● **What is required**
Take each line of the data that contains the string "Jalan" and copy it.

Records from a data source:
....................

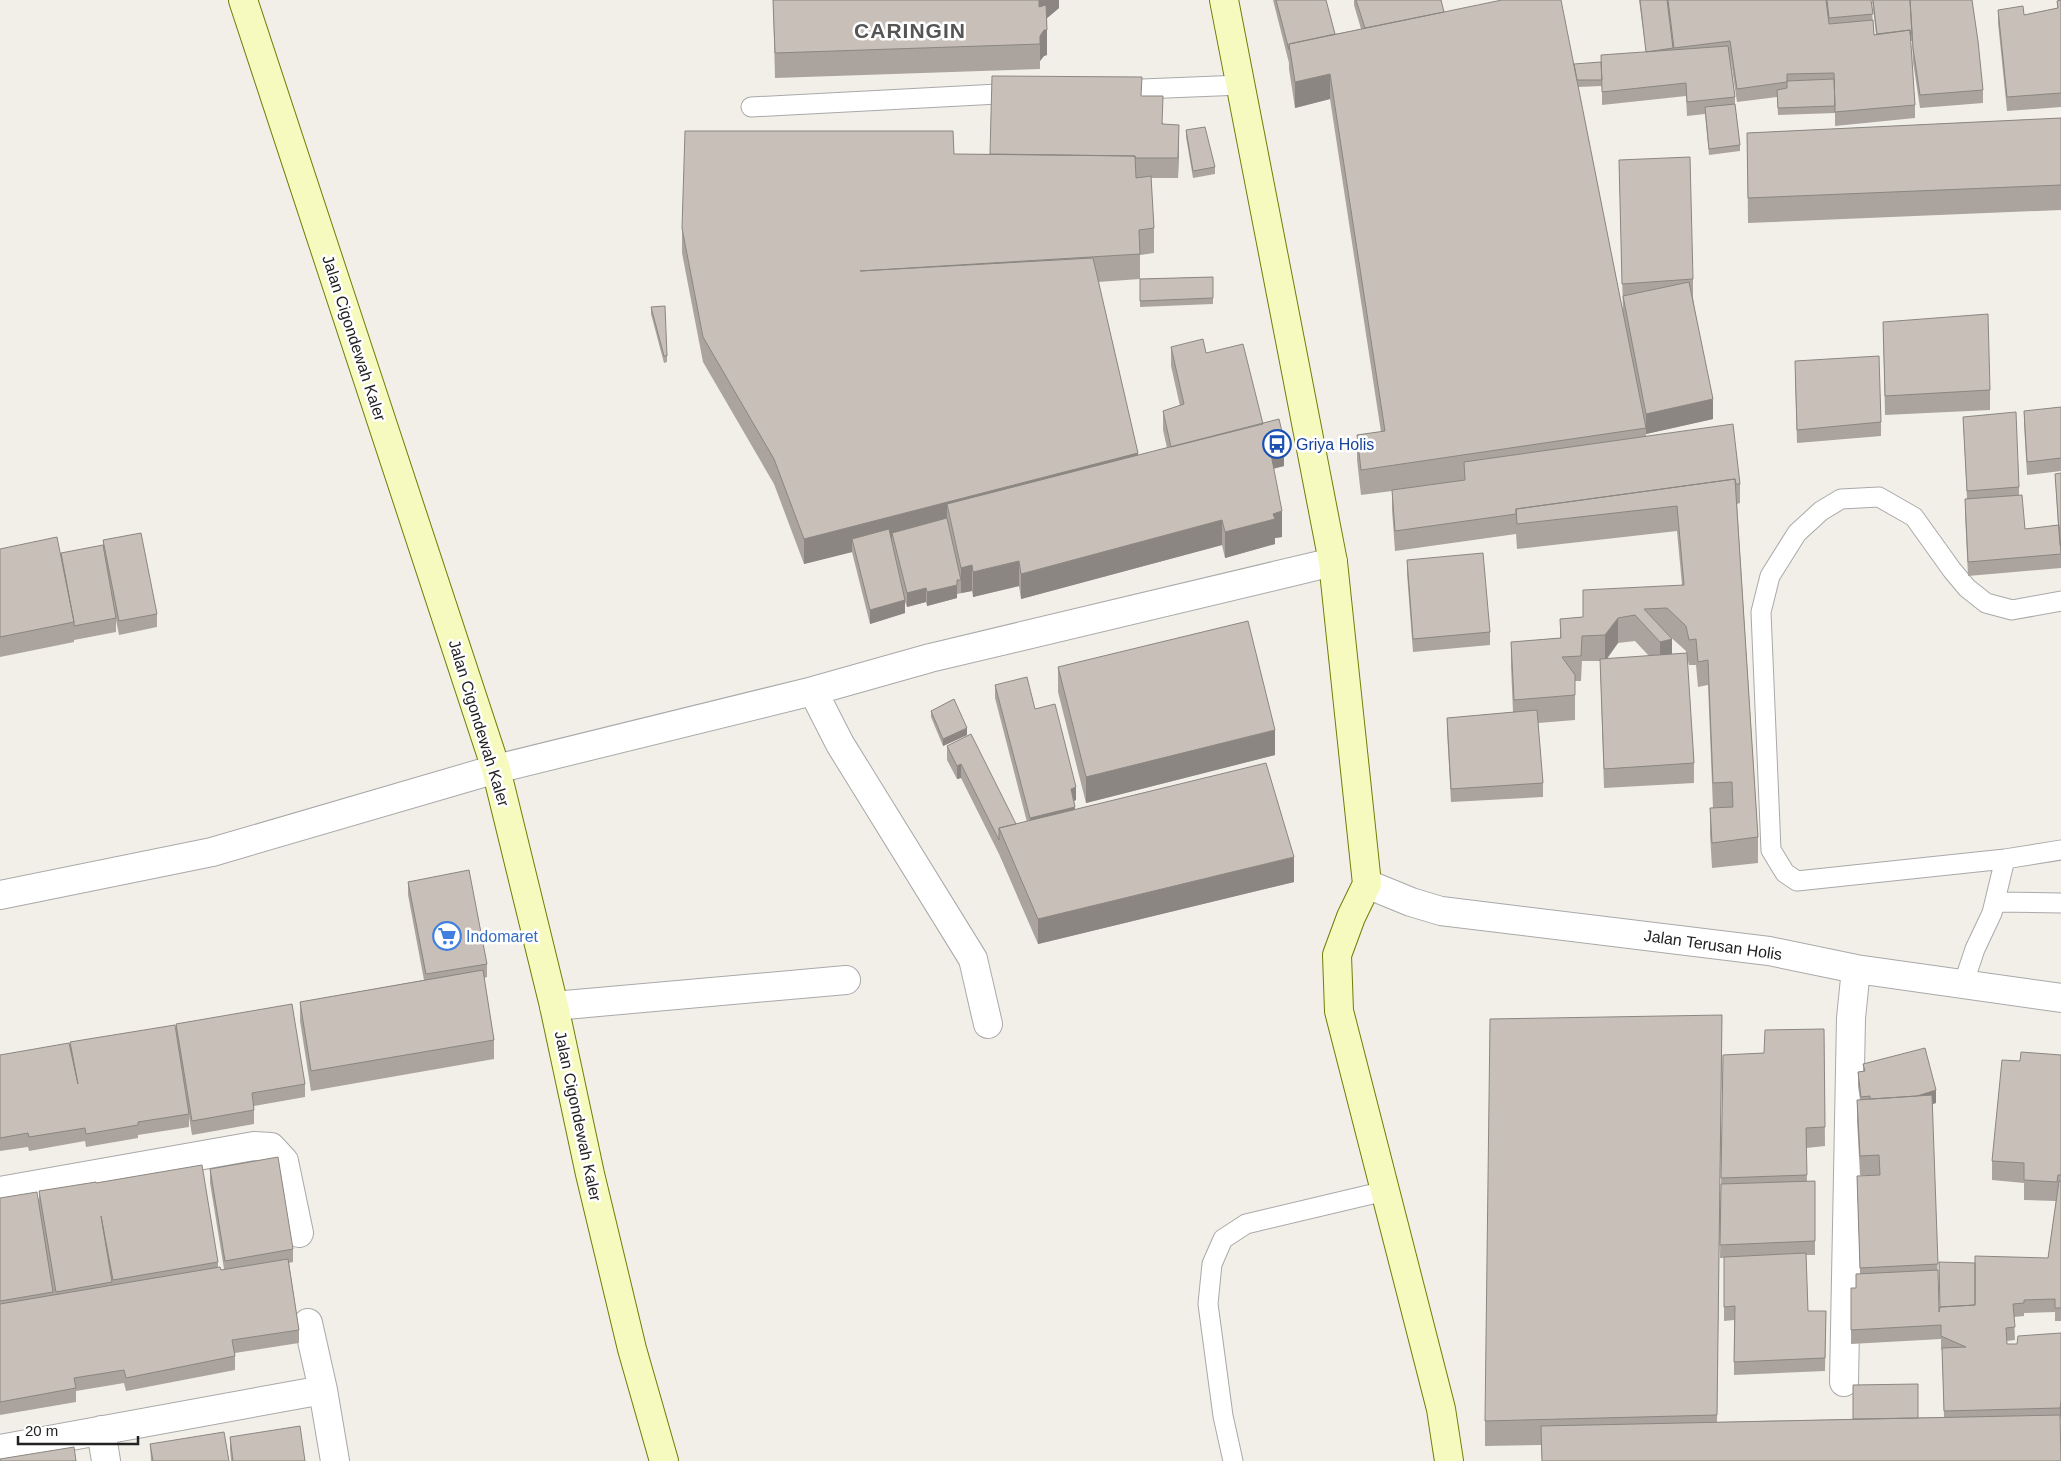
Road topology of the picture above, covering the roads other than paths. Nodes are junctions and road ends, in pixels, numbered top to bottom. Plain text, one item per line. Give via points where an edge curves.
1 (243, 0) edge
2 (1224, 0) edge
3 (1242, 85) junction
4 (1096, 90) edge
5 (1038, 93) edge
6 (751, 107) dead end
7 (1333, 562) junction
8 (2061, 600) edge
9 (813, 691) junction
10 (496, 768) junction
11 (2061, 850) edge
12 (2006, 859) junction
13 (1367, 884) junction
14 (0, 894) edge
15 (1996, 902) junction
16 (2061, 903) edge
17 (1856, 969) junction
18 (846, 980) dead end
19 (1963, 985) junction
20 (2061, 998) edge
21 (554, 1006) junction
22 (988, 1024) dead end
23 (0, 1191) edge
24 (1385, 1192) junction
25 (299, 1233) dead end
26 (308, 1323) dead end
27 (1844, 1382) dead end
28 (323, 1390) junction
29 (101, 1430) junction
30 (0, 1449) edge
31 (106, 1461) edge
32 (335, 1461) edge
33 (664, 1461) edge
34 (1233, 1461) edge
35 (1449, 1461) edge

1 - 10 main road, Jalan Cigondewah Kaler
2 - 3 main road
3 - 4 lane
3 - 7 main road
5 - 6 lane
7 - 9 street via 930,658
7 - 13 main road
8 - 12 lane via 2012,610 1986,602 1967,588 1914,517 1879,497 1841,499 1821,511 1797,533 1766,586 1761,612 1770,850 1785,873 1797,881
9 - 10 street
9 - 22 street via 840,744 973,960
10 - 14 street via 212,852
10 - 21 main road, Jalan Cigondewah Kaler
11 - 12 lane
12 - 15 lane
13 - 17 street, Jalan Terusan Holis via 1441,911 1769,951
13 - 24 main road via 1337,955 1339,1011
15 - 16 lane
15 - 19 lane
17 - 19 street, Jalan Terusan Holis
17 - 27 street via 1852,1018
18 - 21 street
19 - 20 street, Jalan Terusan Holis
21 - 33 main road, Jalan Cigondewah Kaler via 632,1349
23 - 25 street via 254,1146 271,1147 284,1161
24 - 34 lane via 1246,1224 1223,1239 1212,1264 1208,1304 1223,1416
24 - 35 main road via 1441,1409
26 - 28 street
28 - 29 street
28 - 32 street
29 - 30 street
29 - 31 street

....................

● **Solution for this problem**
1 - 10 main road, Jalan Cigondewah Kaler
10 - 21 main road, Jalan Cigondewah Kaler
13 - 17 street, Jalan Terusan Holis via 1441,911 1769,951
17 - 19 street, Jalan Terusan Holis
19 - 20 street, Jalan Terusan Holis
21 - 33 main road, Jalan Cigondewah Kaler via 632,1349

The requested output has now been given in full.